One of the things I've come to realize about software development is that most of the hard work we do is hidden from you, much like most of an iceberg is hidden. I thought I'd tell you about one of the many tests we've been running on the new 2.0 version of FileSure.
This test created 100 unique files every second for hours on end. Now that's extreme - each hour we'd be creating 360,000 files. Your servers would probably experience something like that only if there was major problem. Anyway, we discovered that after several hours FileSure would run out of memory and crash. So what to do?
Well, we could ignore it and hope it never happened. But our years of experience tells us that we have to fix these kind of issues.
The root problem that we had to address was the consolidation store.
It's a memory structure that collapses duplicate events to reduce auditing noise, which is one of the coolest features of FileSure.
Anyway, the store is a very efficient data structure, but in this test the problem is that every file is unique.
Since other tables were using indexes in the file list, we couldn’t just zap the old file entries without running thru all the related structures and also clean those up….what a mess.

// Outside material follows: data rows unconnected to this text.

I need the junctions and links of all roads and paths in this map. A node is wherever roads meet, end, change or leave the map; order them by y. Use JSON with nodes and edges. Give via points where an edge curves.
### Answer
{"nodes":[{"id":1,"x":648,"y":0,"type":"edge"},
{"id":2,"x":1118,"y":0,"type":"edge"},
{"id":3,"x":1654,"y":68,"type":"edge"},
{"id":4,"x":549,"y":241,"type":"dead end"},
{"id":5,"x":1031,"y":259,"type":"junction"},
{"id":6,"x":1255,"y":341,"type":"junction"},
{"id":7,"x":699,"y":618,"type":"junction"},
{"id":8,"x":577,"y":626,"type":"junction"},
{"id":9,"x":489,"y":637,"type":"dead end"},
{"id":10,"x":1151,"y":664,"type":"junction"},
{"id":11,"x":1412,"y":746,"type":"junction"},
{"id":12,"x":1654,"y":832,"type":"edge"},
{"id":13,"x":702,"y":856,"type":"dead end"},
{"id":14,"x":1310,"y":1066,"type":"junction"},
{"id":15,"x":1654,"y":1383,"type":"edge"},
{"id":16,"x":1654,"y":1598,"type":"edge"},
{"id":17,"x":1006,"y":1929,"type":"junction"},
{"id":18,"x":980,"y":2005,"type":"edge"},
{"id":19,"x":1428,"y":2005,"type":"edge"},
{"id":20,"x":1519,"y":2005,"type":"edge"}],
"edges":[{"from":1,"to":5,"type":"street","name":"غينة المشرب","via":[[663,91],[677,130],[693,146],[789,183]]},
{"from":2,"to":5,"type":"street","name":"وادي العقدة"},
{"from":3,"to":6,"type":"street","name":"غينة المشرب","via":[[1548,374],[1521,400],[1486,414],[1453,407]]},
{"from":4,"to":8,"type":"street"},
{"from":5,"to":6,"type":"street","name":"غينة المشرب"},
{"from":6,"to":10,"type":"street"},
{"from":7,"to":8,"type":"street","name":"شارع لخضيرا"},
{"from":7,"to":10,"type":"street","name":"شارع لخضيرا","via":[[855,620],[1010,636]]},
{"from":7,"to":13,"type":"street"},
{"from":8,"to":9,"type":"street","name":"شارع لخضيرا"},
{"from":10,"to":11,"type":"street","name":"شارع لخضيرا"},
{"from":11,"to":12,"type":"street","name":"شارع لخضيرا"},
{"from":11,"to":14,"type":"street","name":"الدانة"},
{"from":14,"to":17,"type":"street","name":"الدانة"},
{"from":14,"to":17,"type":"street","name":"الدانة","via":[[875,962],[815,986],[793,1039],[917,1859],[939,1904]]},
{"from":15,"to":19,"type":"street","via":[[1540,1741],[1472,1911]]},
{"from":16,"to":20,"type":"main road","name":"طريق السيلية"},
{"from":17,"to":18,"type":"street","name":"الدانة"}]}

Well…like many things in life, you find a compromise. Here is what we decided and while we don’t like it much, it does work well and even running our very ugly stress test the FileSure Service doesn’t get over 100 MB.
And the solution is….nice and simple…if the store has more than 100,000 files; delete it and recreate it. The downside? After 100,000 unique files has been audited, is it possible that a few events might not get consolidated correctly.
Let me know if we worried too much about this!